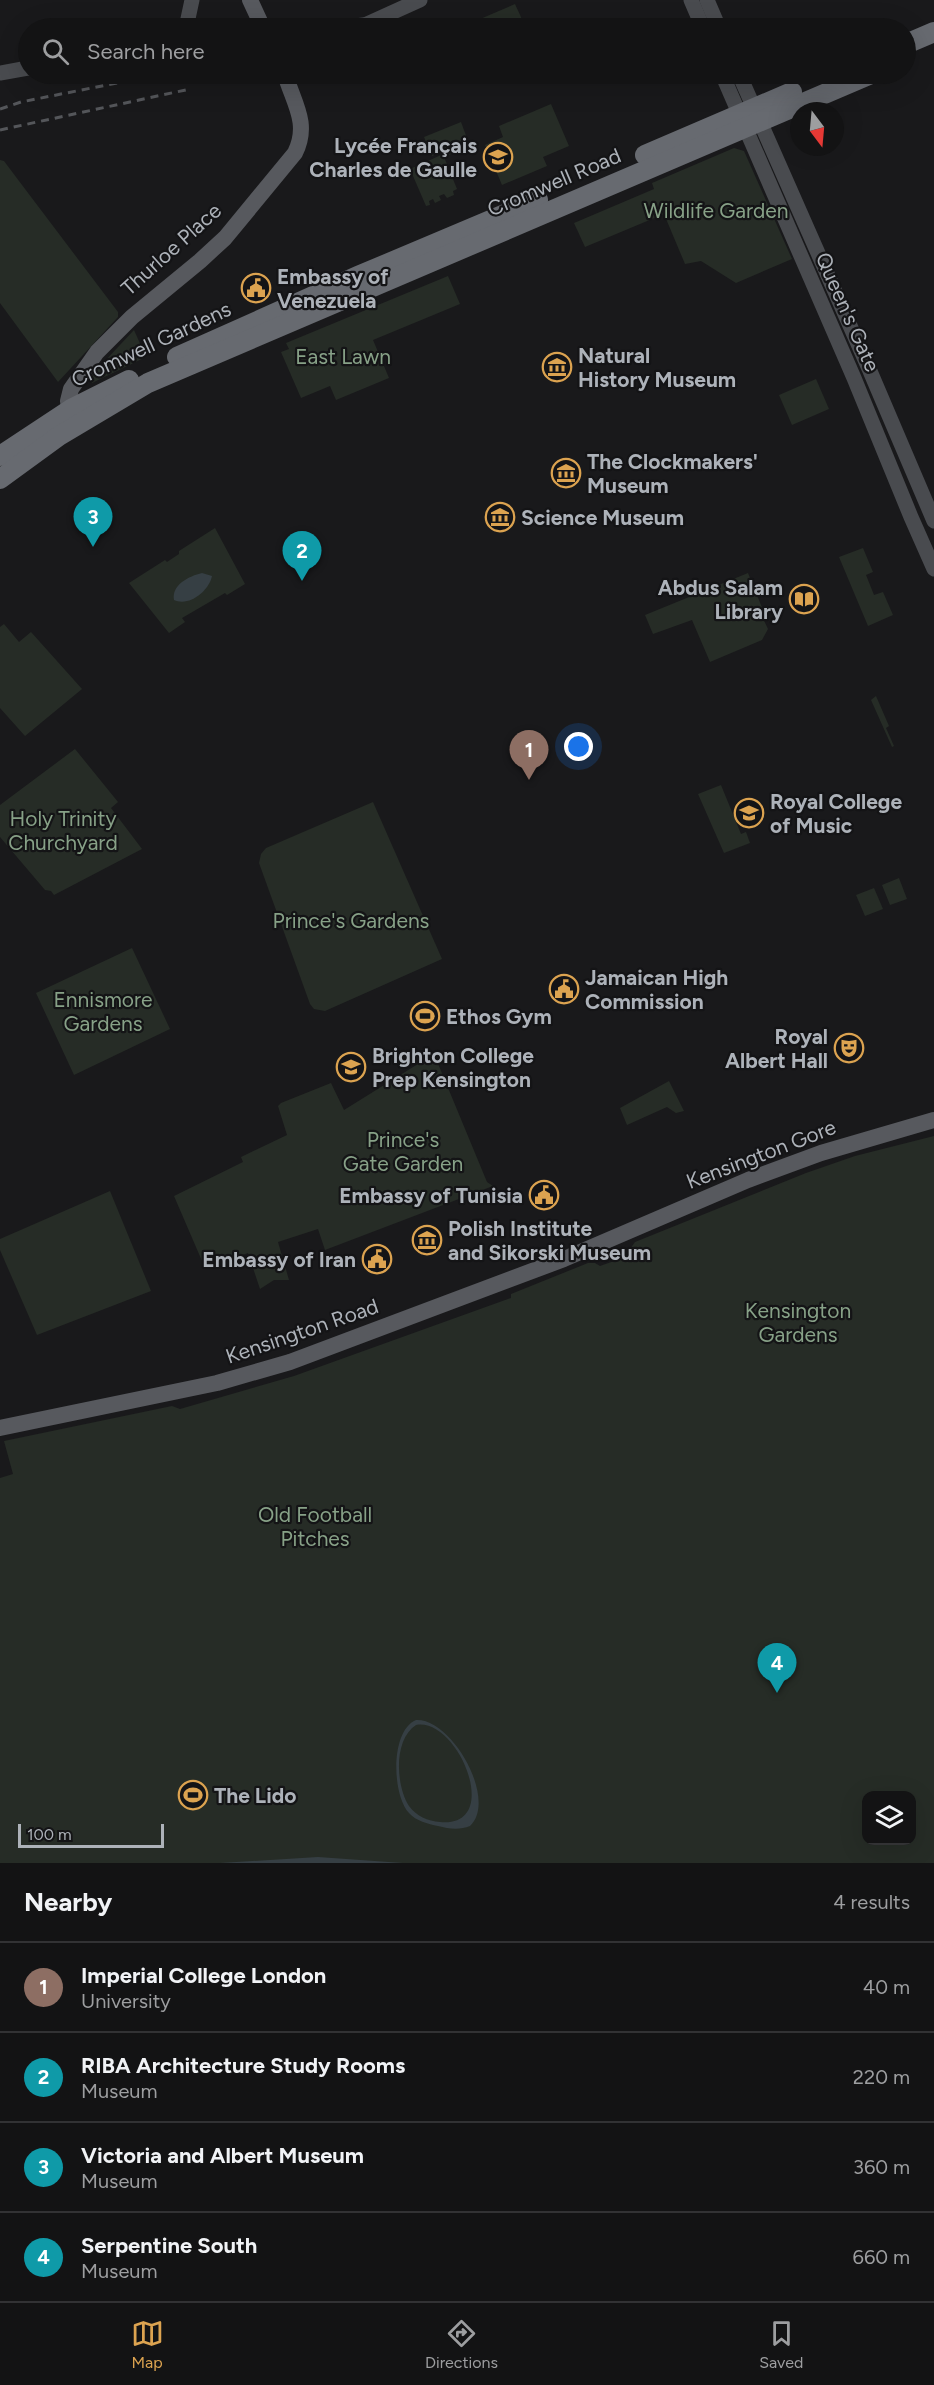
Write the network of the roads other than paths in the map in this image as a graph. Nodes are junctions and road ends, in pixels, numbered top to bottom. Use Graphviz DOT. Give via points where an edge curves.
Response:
graph roads {
  1 [pos="192,0"];
  2 [pos="250,0"];
  3 [pos="420,0"];
  4 [pos="691,0"];
  5 [pos="707,0"];
  6 [pos="188,18"];
  7 [pos="258,18"];
  8 [pos="381,18"];
  9 [pos="699,18"];
  10 [pos="715,18"];
  11 [pos="934,32"];
  12 [pos="916,40"];
  13 [pos="934,47"];
  14 [pos="916,55"];
  15 [pos="18,70"];
  16 [pos="0,73"];
  17 [pos="289,84"];
  18 [pos="728,84"];
  19 [pos="741,84"];
  20 [pos="816,84"];
  21 [pos="843,84"];
  22 [pos="749,118"];
  23 [pos="254,330"];
  24 [pos="71,409"];
  25 [pos="59,436"];
  26 [pos="0,456"];
  27 [pos="0,479"];
  28 [pos="934,521"];
  29 [pos="934,569"];
  30 [pos="934,1120"];
  31 [pos="608,1240"];
  32 [pos="0,1428"];
  1 -- 6 [label="street"];
  2 -- 7 [label="main road"];
  3 -- 8 [label="street"];
  4 -- 9 [label="street"];
  5 -- 10 [label="street"];
  11 -- 12 [label="highway"];
  13 -- 14 [label="highway"];
  15 -- 16 [label="street"];
  17 -- 24 [label="main road, Thurloe Place" via="302,122 295,153 225,238 97,352 71,389"];
  18 -- 22 [label="street, Queen's Gate"];
  19 -- 22 [label="street, Queen's Gate"];
  20 -- 22 [label="highway, Cromwell Road"];
  21 -- 22 [label="highway, Cromwell Road"];
  22 -- 23 [label="highway, Cromwell Road"];
  22 -- 28 [label="street, Queen's Gate" via="870,371"];
  22 -- 29 [label="street, Queen's Gate"];
  23 -- 24 [label="highway, Cromwell Gardens"];
  23 -- 25 [label="highway, Cromwell Gardens" via="148,383"];
  24 -- 25 [label="main road, Thurloe Place" via="70,425"];
  24 -- 26 [label="highway"];
  25 -- 27 [label="highway, Thurloe Place"];
  30 -- 31 [label="main road, Kensington Gore" via="813,1156"];
  31 -- 32 [label="main road, Kensington Road" via="369,1334 257,1372"];
}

#####

About this exercise: Reproduce the data word for word, excluding its pictures.

Written answer:
Write the network of the roads other than paths in the map in this image as a graph. Nodes are junctions and road ends, in pixels, numbered top to bottom. Use Graphviz DOT. Give via points where an edge curves.
Response:
graph roads {
  1 [pos="192,0"];
  2 [pos="250,0"];
  3 [pos="420,0"];
  4 [pos="691,0"];
  5 [pos="707,0"];
  6 [pos="188,18"];
  7 [pos="258,18"];
  8 [pos="381,18"];
  9 [pos="699,18"];
  10 [pos="715,18"];
  11 [pos="934,32"];
  12 [pos="916,40"];
  13 [pos="934,47"];
  14 [pos="916,55"];
  15 [pos="18,70"];
  16 [pos="0,73"];
  17 [pos="289,84"];
  18 [pos="728,84"];
  19 [pos="741,84"];
  20 [pos="816,84"];
  21 [pos="843,84"];
  22 [pos="749,118"];
  23 [pos="254,330"];
  24 [pos="71,409"];
  25 [pos="59,436"];
  26 [pos="0,456"];
  27 [pos="0,479"];
  28 [pos="934,521"];
  29 [pos="934,569"];
  30 [pos="934,1120"];
  31 [pos="608,1240"];
  32 [pos="0,1428"];
  1 -- 6 [label="street"];
  2 -- 7 [label="main road"];
  3 -- 8 [label="street"];
  4 -- 9 [label="street"];
  5 -- 10 [label="street"];
  11 -- 12 [label="highway"];
  13 -- 14 [label="highway"];
  15 -- 16 [label="street"];
  17 -- 24 [label="main road, Thurloe Place" via="302,122 295,153 225,238 97,352 71,389"];
  18 -- 22 [label="street, Queen's Gate"];
  19 -- 22 [label="street, Queen's Gate"];
  20 -- 22 [label="highway, Cromwell Road"];
  21 -- 22 [label="highway, Cromwell Road"];
  22 -- 23 [label="highway, Cromwell Road"];
  22 -- 28 [label="street, Queen's Gate" via="870,371"];
  22 -- 29 [label="street, Queen's Gate"];
  23 -- 24 [label="highway, Cromwell Gardens"];
  23 -- 25 [label="highway, Cromwell Gardens" via="148,383"];
  24 -- 25 [label="main road, Thurloe Place" via="70,425"];
  24 -- 26 [label="highway"];
  25 -- 27 [label="highway, Thurloe Place"];
  30 -- 31 [label="main road, Kensington Gore" via="813,1156"];
  31 -- 32 [label="main road, Kensington Road" via="369,1334 257,1372"];
}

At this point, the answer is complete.